Friday, May 23, 2008

Top 5 Reasons You Must See Indiana Jones

If you've spent the last week scouring the net looking for critics opinions on Indiana Jones, then you might be worried about the mixed reviews the film has been getting. While I did not get in on the midnight show, I did have an opportunity to watch the film Friday night with a packed house. The film ended with audience applause, a rarity in the movie theatre nowadays. I promise not to spoil the ending of the film or reveal major plot developments in this list. And, while some people will give you wishy-washy reviews, the "V" List is going out on a limb by saying that there are five reasons you simply must see this movie.

5. Commies!

Nazism is getting old, so let's bring back a group of people that we haven't hated on since Rocky IV, the Russians. Nothing rekindles old hatreds like a good history lesson on the Cold War. It would be anachronistic to employ the services of our typical bad guys the Arabs for this film, so Spielberg returned to the time tested formula of hating on the Reds. Much like other films, the accents are in and out, but after all that's what makes a good Russian portrayal in film. Even Russian actors make the accent sound contrived, so give Cate Blanchett a pass on her Germanic, Russian vibrato.

4. Big Damn Ants:

I love creative deathtraps involving carnivorous insects. The environmental dangers are so much fun in this film and watching our Communist bad guys get eaten alive and dragged back into giant earthen mounds is simply priceless. The only time that insect deaths were done better was in King Kong when the dude got his head eaten by a giant earthworm-centipede hybrid. Big ups to Spielberg for thinking outside the box on this one.

3. Worst Case Scenario: Atomic Blast

How do you survive Nuclear Holocaust? Spielberg provides the answer with the new Indy flick. I must admit, I was sitting in my seat saying, "Oh man these guys are f-ed now." And yet, our writers provided us with a fun, and strangely plausible escape strategy. Nice mushroom cloud, but the fallout rain will be a bitch.

2. The Fedora is BACK!
I will admit that I got goosebumps the first time Indiana Jones' appeared on the screen with a hint of John Williams magic. I felt like a kid again, and regardless of how the movie panned out, I felt like I had been reunited with a long lost friend.
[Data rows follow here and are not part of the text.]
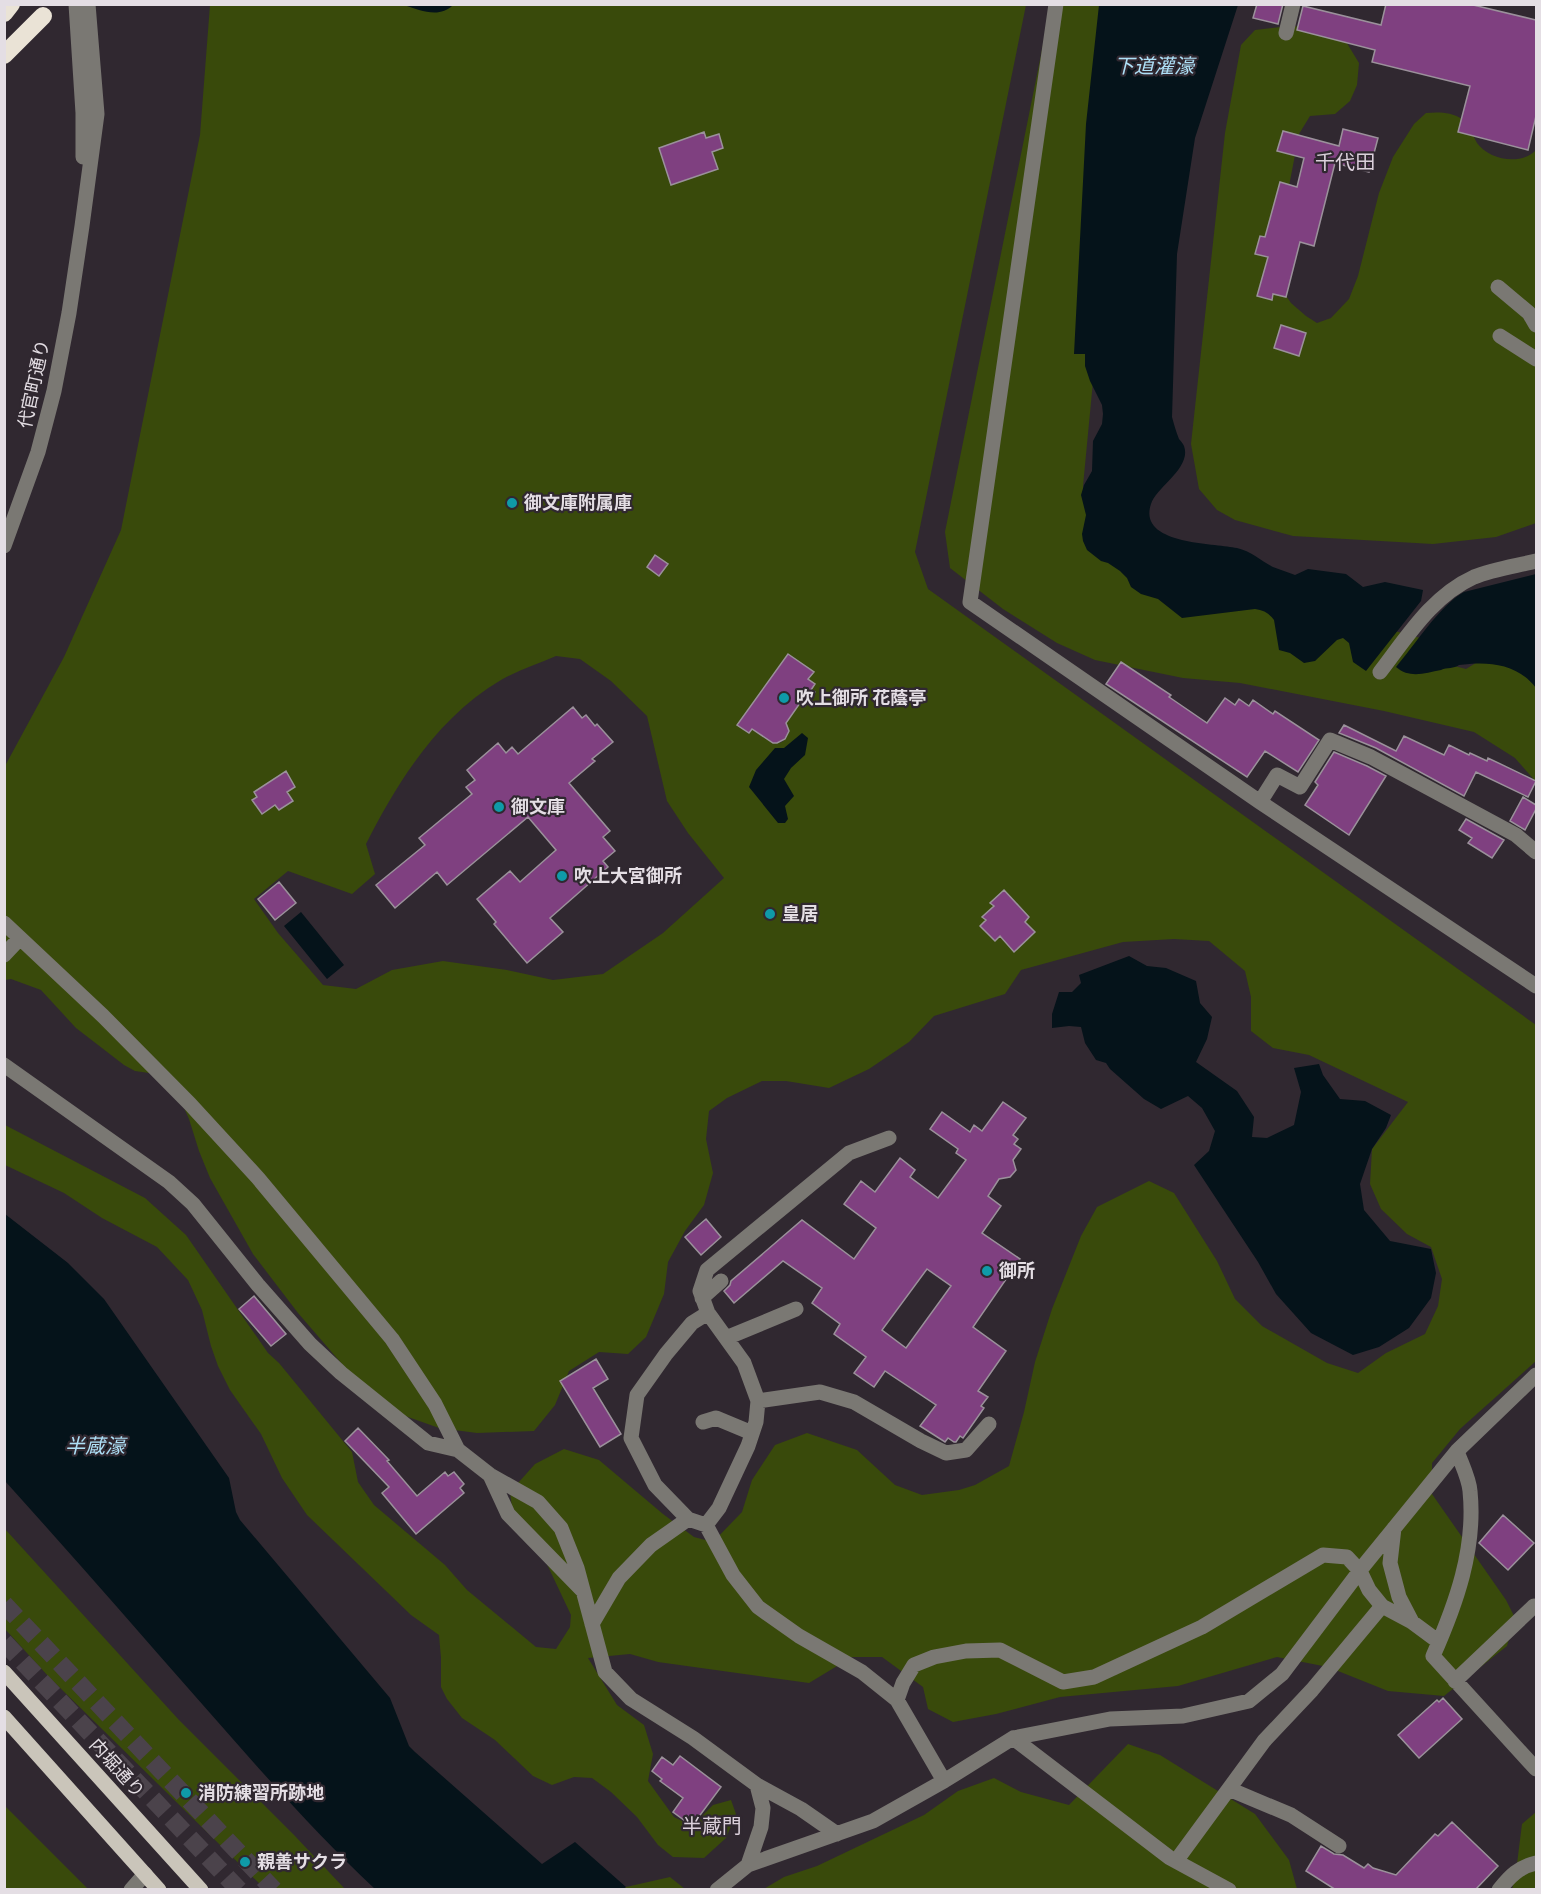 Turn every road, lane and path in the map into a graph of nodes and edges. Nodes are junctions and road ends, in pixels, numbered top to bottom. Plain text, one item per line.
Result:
1 (11, 4) edge
2 (76, 4) edge
3 (88, 4) edge
4 (1056, 4) edge
5 (1293, 4) edge
6 (4, 13) edge
7 (43, 16) dead end
8 (1286, 33) dead end
9 (4, 55) edge
10 (82, 226) junction
11 (1498, 287) dead end
12 (1536, 325) edge
13 (1500, 336) dead end
14 (1536, 359) edge
15 (4, 546) edge
16 (1536, 561) edge
17 (1380, 672) dead end
18 (1260, 802) junction
19 (1536, 852) edge
20 (4, 923) edge
21 (20, 938) junction
22 (4, 955) edge
23 (1536, 986) edge
24 (4, 1065) edge
25 (889, 1138) dead end
26 (722, 1281) dead end
27 (702, 1298) junction
28 (796, 1309) dead end
29 (708, 1313) junction
30 (726, 1338) junction
31 (1536, 1375) edge
32 (758, 1401) junction
33 (703, 1422) dead end
34 (989, 1424) dead end
35 (752, 1432) junction
36 (458, 1450) junction
37 (1457, 1451) junction
38 (490, 1475) junction
39 (688, 1519) junction
40 (706, 1525) junction
41 (1394, 1528) junction
42 (1360, 1571) junction
43 (583, 1591) junction
44 (1382, 1606) junction
45 (1534, 1606) dead end
46 (1412, 1622) junction
47 (592, 1624) junction
48 (1439, 1642) junction
49 (4, 1672) edge
50 (1455, 1681) junction
51 (897, 1700) junction
52 (4, 1718) edge
53 (1013, 1738) junction
54 (1536, 1769) edge
55 (944, 1781) junction
56 (757, 1785) junction
57 (1229, 1789) junction
58 (837, 1834) junction
59 (1339, 1846) dead end
60 (1176, 1861) junction
61 (1536, 1863) edge
62 (748, 1865) junction
63 (146, 1874) junction
64 (131, 1890) edge
65 (159, 1890) edge
66 (201, 1890) edge
67 (717, 1890) edge
68 (1229, 1890) edge
69 (1499, 1890) edge

1 - 6 highway
2 - 10 street, 代官町通り
3 - 10 street, 代官町通り
4 - 18 street
5 - 8 street
7 - 9 highway
10 - 15 street, 代官町通り
11 - 12 street
13 - 14 street
16 - 17 street
18 - 19 street
18 - 23 street
20 - 21 street
21 - 22 street
21 - 36 street
24 - 36 street
25 - 27 street
26 - 27 street
27 - 29 street
28 - 30 street
29 - 30 street
29 - 39 street
30 - 32 street
31 - 37 street
32 - 34 street
32 - 35 street
33 - 35 street
35 - 40 street
36 - 38 street
37 - 41 street
37 - 48 street
38 - 43 street
38 - 43 street
39 - 40 street
39 - 47 street
40 - 51 street
41 - 42 street
41 - 46 street
42 - 44 street
42 - 51 street
42 - 53 street
43 - 47 street
44 - 46 street
44 - 57 street
45 - 50 street
46 - 48 street
47 - 56 street
48 - 50 street
49 - 66 main road, 内堀通り
50 - 54 street
51 - 55 street
52 - 63 main road
53 - 55 street
53 - 60 street
55 - 58 street
56 - 58 street
56 - 62 street
57 - 59 street
57 - 60 street
58 - 62 street
60 - 68 street
61 - 69 street
62 - 67 street
63 - 64 street
63 - 65 main road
1. Nostalgia and One liners

Indiana Jones and the Kingdom of the Crystal Skull will not disappoint hardcore fans, because it ties us many loose ends from previous films. Almost every question that lingered following Raiders, Temple, and Last Crusade was answered. Character stories (save for Sullah) were tied together neatly and you felt like this story had progressed. My greatest fear was that Harrison Ford would be playing a character too young (given the fact that Last Crusade was made in 89) but about 16 years has elapsed since the last movie. Audience members believe that Indiana is feeling his age, both mentally and physically. This is not another "Rocky Balboa" where clearly the main character is trying to accomplish something that is virtually impossible. While you can never compare this film with its predecessors, I promise that the latest Indiana Jones will leave you feeling good about your moviegoing experience. Crystal Skull compliments the series, and will not leave you feeling like this film was a major Hollywood mistake. You will not be blown away, but it's worth the price of admission, and besides there is another Dark Night trailer. What else could you ask for?


Julia said...

oh thank god you appreciate it. so many chose not to.

Bryan Pol said...

All campiness aside, this film was totally worth it. Harrison Ford captured Indy's greatness yet again (and if you thought Ford was old, wait until you see Marion resurface....yeowza!).

Bryan Pol said...

The Ruskies want the film banned! Take a look:

Eric said...

I dunno, I think the only thing that bothered me was the heavy-handed use of CGI. The gophers and the you-know-what at the end were too much, and the Tarzan scene was simply ridiculous. But there was so much right that overall I enjoyed it. Plus there's no experience like seeing an Indy movie at midnight on opening day.. something I'll remember forever.

Bryan Pol said...

As told from "God, According to Indiana Jones:"

czinn said...

I'm sorta mixed on the new one right now. Harrison Ford was good, and the new cast members like Shia LaBeouf and Cate Blanchett fit in well, but there were lame bits like the CGI gophers, Tarzan, the refrigerator, and the...ending (no spoilers, but those who saw it know what I mean). It's not horrible, it's not great, it's just...there.

Still, a midnight showing of's quite the experience, I gotta admit.